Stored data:
________________
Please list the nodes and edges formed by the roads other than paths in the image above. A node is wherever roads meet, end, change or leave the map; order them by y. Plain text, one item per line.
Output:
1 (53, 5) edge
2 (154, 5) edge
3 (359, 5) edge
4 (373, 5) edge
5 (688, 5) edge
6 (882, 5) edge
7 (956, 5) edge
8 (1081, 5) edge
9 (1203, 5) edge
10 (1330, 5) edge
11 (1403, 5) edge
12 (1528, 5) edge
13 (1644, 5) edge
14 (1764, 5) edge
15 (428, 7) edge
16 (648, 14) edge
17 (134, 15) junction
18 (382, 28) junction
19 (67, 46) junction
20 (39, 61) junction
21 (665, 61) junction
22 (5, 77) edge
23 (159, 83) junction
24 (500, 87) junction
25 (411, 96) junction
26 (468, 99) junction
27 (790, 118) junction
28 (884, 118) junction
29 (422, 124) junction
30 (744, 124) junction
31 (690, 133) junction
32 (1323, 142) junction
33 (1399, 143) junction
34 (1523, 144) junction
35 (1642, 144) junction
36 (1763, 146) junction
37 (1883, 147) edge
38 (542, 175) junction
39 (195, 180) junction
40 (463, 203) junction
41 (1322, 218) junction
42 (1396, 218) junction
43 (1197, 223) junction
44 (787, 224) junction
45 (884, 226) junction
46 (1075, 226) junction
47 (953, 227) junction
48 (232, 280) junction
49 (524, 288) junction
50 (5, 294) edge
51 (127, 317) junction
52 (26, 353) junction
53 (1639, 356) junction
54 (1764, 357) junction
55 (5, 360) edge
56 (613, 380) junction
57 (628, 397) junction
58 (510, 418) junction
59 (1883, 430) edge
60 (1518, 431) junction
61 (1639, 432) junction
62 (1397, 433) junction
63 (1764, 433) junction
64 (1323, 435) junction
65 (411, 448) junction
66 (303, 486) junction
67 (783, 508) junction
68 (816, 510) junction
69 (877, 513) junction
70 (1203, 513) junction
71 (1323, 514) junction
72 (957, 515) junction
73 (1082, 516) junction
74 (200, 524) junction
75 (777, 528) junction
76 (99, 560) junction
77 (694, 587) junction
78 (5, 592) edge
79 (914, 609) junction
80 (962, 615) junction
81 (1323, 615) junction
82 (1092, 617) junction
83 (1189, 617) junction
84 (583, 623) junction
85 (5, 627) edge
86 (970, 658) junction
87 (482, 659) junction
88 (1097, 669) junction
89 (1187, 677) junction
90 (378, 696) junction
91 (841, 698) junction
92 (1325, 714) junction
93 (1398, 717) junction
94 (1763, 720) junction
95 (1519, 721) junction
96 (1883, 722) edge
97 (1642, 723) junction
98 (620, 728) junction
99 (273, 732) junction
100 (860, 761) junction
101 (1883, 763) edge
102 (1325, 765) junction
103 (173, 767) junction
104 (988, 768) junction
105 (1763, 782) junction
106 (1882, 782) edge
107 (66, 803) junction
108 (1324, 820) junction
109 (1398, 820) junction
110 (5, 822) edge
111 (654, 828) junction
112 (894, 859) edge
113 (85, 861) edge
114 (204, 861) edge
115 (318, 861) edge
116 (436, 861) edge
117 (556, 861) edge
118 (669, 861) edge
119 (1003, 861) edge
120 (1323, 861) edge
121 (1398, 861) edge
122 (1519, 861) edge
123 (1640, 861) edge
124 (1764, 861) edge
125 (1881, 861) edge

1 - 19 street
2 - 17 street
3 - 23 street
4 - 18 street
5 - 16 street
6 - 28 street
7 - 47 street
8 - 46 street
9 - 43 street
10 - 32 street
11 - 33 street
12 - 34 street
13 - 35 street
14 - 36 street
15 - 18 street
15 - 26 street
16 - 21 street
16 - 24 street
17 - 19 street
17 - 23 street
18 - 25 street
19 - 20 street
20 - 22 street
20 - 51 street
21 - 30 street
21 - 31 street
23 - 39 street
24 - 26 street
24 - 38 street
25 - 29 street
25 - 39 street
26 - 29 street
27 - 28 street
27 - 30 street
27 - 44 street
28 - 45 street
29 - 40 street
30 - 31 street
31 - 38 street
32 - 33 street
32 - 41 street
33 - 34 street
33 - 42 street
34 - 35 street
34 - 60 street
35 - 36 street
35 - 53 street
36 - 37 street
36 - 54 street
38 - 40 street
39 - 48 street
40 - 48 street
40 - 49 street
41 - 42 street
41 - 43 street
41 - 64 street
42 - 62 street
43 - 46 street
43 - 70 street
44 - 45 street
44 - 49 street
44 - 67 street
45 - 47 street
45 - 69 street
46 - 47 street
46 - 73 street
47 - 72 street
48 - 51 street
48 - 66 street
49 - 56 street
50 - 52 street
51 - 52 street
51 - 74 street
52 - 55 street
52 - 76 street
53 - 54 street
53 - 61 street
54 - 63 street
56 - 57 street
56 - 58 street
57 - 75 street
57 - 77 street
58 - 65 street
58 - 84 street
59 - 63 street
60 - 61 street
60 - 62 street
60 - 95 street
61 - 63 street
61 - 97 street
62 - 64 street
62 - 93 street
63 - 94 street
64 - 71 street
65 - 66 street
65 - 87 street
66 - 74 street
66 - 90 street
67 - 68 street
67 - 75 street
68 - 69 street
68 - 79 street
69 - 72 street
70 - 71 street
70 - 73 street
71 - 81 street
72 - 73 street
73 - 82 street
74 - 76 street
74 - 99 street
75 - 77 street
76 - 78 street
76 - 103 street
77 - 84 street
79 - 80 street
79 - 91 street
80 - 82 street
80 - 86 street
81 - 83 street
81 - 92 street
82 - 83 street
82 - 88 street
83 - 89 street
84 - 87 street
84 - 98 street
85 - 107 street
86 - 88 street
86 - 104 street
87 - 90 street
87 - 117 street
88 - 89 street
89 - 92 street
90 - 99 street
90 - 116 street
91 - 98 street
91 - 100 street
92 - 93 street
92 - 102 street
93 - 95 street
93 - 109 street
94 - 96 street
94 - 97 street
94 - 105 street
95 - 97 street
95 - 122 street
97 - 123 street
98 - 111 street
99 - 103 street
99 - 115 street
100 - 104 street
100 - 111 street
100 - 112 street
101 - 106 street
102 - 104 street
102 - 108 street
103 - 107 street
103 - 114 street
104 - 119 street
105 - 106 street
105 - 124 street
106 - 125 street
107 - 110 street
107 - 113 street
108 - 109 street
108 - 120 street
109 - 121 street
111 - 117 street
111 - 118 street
________________
PROBLEM STATEMENT — Each record shown above must be printed once more, exactly.

THE COMPLETED TASK —
Please list the nodes and edges formed by the roads other than paths in the image above. A node is wherever roads meet, end, change or leave the map; order them by y. Plain text, one item per line.
Output:
1 (53, 5) edge
2 (154, 5) edge
3 (359, 5) edge
4 (373, 5) edge
5 (688, 5) edge
6 (882, 5) edge
7 (956, 5) edge
8 (1081, 5) edge
9 (1203, 5) edge
10 (1330, 5) edge
11 (1403, 5) edge
12 (1528, 5) edge
13 (1644, 5) edge
14 (1764, 5) edge
15 (428, 7) edge
16 (648, 14) edge
17 (134, 15) junction
18 (382, 28) junction
19 (67, 46) junction
20 (39, 61) junction
21 (665, 61) junction
22 (5, 77) edge
23 (159, 83) junction
24 (500, 87) junction
25 (411, 96) junction
26 (468, 99) junction
27 (790, 118) junction
28 (884, 118) junction
29 (422, 124) junction
30 (744, 124) junction
31 (690, 133) junction
32 (1323, 142) junction
33 (1399, 143) junction
34 (1523, 144) junction
35 (1642, 144) junction
36 (1763, 146) junction
37 (1883, 147) edge
38 (542, 175) junction
39 (195, 180) junction
40 (463, 203) junction
41 (1322, 218) junction
42 (1396, 218) junction
43 (1197, 223) junction
44 (787, 224) junction
45 (884, 226) junction
46 (1075, 226) junction
47 (953, 227) junction
48 (232, 280) junction
49 (524, 288) junction
50 (5, 294) edge
51 (127, 317) junction
52 (26, 353) junction
53 (1639, 356) junction
54 (1764, 357) junction
55 (5, 360) edge
56 (613, 380) junction
57 (628, 397) junction
58 (510, 418) junction
59 (1883, 430) edge
60 (1518, 431) junction
61 (1639, 432) junction
62 (1397, 433) junction
63 (1764, 433) junction
64 (1323, 435) junction
65 (411, 448) junction
66 (303, 486) junction
67 (783, 508) junction
68 (816, 510) junction
69 (877, 513) junction
70 (1203, 513) junction
71 (1323, 514) junction
72 (957, 515) junction
73 (1082, 516) junction
74 (200, 524) junction
75 (777, 528) junction
76 (99, 560) junction
77 (694, 587) junction
78 (5, 592) edge
79 (914, 609) junction
80 (962, 615) junction
81 (1323, 615) junction
82 (1092, 617) junction
83 (1189, 617) junction
84 (583, 623) junction
85 (5, 627) edge
86 (970, 658) junction
87 (482, 659) junction
88 (1097, 669) junction
89 (1187, 677) junction
90 (378, 696) junction
91 (841, 698) junction
92 (1325, 714) junction
93 (1398, 717) junction
94 (1763, 720) junction
95 (1519, 721) junction
96 (1883, 722) edge
97 (1642, 723) junction
98 (620, 728) junction
99 (273, 732) junction
100 (860, 761) junction
101 (1883, 763) edge
102 (1325, 765) junction
103 (173, 767) junction
104 (988, 768) junction
105 (1763, 782) junction
106 (1882, 782) edge
107 (66, 803) junction
108 (1324, 820) junction
109 (1398, 820) junction
110 (5, 822) edge
111 (654, 828) junction
112 (894, 859) edge
113 (85, 861) edge
114 (204, 861) edge
115 (318, 861) edge
116 (436, 861) edge
117 (556, 861) edge
118 (669, 861) edge
119 (1003, 861) edge
120 (1323, 861) edge
121 (1398, 861) edge
122 (1519, 861) edge
123 (1640, 861) edge
124 (1764, 861) edge
125 (1881, 861) edge

1 - 19 street
2 - 17 street
3 - 23 street
4 - 18 street
5 - 16 street
6 - 28 street
7 - 47 street
8 - 46 street
9 - 43 street
10 - 32 street
11 - 33 street
12 - 34 street
13 - 35 street
14 - 36 street
15 - 18 street
15 - 26 street
16 - 21 street
16 - 24 street
17 - 19 street
17 - 23 street
18 - 25 street
19 - 20 street
20 - 22 street
20 - 51 street
21 - 30 street
21 - 31 street
23 - 39 street
24 - 26 street
24 - 38 street
25 - 29 street
25 - 39 street
26 - 29 street
27 - 28 street
27 - 30 street
27 - 44 street
28 - 45 street
29 - 40 street
30 - 31 street
31 - 38 street
32 - 33 street
32 - 41 street
33 - 34 street
33 - 42 street
34 - 35 street
34 - 60 street
35 - 36 street
35 - 53 street
36 - 37 street
36 - 54 street
38 - 40 street
39 - 48 street
40 - 48 street
40 - 49 street
41 - 42 street
41 - 43 street
41 - 64 street
42 - 62 street
43 - 46 street
43 - 70 street
44 - 45 street
44 - 49 street
44 - 67 street
45 - 47 street
45 - 69 street
46 - 47 street
46 - 73 street
47 - 72 street
48 - 51 street
48 - 66 street
49 - 56 street
50 - 52 street
51 - 52 street
51 - 74 street
52 - 55 street
52 - 76 street
53 - 54 street
53 - 61 street
54 - 63 street
56 - 57 street
56 - 58 street
57 - 75 street
57 - 77 street
58 - 65 street
58 - 84 street
59 - 63 street
60 - 61 street
60 - 62 street
60 - 95 street
61 - 63 street
61 - 97 street
62 - 64 street
62 - 93 street
63 - 94 street
64 - 71 street
65 - 66 street
65 - 87 street
66 - 74 street
66 - 90 street
67 - 68 street
67 - 75 street
68 - 69 street
68 - 79 street
69 - 72 street
70 - 71 street
70 - 73 street
71 - 81 street
72 - 73 street
73 - 82 street
74 - 76 street
74 - 99 street
75 - 77 street
76 - 78 street
76 - 103 street
77 - 84 street
79 - 80 street
79 - 91 street
80 - 82 street
80 - 86 street
81 - 83 street
81 - 92 street
82 - 83 street
82 - 88 street
83 - 89 street
84 - 87 street
84 - 98 street
85 - 107 street
86 - 88 street
86 - 104 street
87 - 90 street
87 - 117 street
88 - 89 street
89 - 92 street
90 - 99 street
90 - 116 street
91 - 98 street
91 - 100 street
92 - 93 street
92 - 102 street
93 - 95 street
93 - 109 street
94 - 96 street
94 - 97 street
94 - 105 street
95 - 97 street
95 - 122 street
97 - 123 street
98 - 111 street
99 - 103 street
99 - 115 street
100 - 104 street
100 - 111 street
100 - 112 street
101 - 106 street
102 - 104 street
102 - 108 street
103 - 107 street
103 - 114 street
104 - 119 street
105 - 106 street
105 - 124 street
106 - 125 street
107 - 110 street
107 - 113 street
108 - 109 street
108 - 120 street
109 - 121 street
111 - 117 street
111 - 118 street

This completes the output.